Task: The task calls for the count of lines containing "Route" in these records, given as a number with no other words.
··········
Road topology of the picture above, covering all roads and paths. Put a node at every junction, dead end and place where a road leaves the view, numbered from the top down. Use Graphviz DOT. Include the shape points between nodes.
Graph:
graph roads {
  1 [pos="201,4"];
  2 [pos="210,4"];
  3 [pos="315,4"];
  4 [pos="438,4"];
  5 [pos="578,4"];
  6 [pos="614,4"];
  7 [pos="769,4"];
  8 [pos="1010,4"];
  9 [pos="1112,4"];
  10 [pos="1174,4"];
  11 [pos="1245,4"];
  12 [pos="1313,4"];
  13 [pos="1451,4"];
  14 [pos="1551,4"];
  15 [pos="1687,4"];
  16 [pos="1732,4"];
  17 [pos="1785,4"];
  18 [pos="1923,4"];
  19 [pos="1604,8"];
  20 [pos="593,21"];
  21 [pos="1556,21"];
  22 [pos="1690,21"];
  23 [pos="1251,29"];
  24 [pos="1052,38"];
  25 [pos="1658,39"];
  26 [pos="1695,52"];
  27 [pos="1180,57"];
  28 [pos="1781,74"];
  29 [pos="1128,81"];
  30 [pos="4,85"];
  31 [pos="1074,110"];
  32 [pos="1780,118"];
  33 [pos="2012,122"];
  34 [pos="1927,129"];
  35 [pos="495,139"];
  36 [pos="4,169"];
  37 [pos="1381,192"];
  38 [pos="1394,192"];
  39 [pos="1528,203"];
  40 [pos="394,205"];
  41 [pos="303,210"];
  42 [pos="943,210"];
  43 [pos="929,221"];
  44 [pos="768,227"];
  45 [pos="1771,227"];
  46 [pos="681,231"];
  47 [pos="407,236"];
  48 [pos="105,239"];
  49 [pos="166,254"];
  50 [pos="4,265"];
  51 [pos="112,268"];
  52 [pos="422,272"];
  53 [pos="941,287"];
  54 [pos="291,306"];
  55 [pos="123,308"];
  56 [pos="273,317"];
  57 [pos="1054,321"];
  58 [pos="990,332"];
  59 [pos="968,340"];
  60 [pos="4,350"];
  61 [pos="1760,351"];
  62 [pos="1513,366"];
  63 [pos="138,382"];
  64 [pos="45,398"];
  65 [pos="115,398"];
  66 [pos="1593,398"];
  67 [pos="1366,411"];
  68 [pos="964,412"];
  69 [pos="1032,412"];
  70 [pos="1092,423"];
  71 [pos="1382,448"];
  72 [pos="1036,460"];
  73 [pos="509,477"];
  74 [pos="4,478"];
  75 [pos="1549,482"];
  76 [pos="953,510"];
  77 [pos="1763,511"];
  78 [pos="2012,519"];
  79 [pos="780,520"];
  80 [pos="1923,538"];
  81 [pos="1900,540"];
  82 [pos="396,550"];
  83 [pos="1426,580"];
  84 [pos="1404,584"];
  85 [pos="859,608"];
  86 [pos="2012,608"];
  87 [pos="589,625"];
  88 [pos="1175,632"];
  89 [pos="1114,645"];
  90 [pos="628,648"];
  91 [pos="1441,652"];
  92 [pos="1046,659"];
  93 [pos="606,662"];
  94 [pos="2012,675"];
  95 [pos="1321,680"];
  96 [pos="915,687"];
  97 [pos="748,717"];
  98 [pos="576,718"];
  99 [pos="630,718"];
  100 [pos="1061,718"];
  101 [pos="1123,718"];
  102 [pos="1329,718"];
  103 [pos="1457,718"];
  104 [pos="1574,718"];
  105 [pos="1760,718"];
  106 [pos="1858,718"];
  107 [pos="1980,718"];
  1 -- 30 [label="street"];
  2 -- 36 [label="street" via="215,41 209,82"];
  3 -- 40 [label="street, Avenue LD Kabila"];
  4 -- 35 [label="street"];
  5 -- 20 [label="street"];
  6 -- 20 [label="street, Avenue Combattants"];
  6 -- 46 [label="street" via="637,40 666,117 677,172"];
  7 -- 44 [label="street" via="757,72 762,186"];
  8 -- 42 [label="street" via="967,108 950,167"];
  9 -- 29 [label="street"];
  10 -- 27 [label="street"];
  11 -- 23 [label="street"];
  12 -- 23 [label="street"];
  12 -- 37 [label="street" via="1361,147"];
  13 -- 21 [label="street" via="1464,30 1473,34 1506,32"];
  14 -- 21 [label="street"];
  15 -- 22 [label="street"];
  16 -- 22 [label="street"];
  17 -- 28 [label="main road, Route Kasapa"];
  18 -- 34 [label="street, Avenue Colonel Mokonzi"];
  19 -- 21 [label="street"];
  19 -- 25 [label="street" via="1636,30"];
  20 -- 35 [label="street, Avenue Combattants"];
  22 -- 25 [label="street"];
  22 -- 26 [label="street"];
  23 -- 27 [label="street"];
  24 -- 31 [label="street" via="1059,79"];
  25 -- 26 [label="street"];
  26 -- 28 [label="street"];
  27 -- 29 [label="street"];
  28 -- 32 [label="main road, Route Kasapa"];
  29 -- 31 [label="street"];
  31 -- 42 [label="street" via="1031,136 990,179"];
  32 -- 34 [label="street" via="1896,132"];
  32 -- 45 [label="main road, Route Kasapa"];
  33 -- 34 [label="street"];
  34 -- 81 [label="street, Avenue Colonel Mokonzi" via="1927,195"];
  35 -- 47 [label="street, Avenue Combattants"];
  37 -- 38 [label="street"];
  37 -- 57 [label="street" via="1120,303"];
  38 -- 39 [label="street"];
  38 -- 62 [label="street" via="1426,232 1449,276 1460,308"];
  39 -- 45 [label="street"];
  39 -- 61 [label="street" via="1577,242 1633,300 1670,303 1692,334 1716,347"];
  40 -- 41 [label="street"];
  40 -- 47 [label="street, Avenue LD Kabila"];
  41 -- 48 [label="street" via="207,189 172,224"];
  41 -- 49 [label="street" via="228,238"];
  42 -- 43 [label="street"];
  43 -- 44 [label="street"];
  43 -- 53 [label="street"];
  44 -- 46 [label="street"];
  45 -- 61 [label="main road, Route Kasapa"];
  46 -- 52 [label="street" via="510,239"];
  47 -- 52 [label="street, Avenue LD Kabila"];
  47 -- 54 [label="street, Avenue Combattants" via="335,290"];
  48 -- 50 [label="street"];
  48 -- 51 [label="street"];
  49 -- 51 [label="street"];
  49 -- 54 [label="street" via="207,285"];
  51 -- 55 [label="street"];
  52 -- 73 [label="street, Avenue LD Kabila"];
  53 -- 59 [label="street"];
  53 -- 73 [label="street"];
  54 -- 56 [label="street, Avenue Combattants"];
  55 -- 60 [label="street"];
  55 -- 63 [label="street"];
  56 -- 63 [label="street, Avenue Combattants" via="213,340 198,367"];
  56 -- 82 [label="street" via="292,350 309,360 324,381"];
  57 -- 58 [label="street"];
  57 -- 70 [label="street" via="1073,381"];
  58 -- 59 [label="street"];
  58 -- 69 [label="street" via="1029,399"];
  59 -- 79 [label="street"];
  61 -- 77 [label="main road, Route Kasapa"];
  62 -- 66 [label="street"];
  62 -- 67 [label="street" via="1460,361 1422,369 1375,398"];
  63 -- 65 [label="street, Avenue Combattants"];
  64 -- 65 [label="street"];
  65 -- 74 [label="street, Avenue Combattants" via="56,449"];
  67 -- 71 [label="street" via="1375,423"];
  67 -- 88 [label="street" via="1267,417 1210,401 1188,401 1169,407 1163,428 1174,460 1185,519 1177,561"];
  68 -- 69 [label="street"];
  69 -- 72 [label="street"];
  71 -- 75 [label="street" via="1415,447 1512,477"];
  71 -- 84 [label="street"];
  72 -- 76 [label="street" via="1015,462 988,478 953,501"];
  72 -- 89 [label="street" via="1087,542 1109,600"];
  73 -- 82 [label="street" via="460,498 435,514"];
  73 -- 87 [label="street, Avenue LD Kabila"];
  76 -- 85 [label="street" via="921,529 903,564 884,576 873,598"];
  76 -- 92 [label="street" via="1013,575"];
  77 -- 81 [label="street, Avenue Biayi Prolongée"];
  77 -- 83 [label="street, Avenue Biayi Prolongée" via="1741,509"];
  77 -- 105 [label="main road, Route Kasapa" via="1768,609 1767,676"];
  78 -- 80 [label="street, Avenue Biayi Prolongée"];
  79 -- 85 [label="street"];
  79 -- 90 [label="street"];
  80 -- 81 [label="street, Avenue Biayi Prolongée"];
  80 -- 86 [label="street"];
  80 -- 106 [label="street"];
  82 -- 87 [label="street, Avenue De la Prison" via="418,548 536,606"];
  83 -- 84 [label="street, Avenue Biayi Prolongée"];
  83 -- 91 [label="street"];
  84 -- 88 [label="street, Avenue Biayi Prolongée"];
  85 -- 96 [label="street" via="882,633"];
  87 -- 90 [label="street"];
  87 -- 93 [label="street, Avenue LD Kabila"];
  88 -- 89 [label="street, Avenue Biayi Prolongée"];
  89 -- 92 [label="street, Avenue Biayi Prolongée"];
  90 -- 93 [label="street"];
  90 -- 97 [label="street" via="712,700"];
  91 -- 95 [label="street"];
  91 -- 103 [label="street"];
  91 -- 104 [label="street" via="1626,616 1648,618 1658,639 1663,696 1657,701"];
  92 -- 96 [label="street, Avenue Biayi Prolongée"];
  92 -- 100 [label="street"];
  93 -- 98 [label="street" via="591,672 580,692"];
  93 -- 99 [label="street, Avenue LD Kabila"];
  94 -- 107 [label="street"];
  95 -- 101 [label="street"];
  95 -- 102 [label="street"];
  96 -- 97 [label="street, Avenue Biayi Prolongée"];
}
··········
Written answer: 6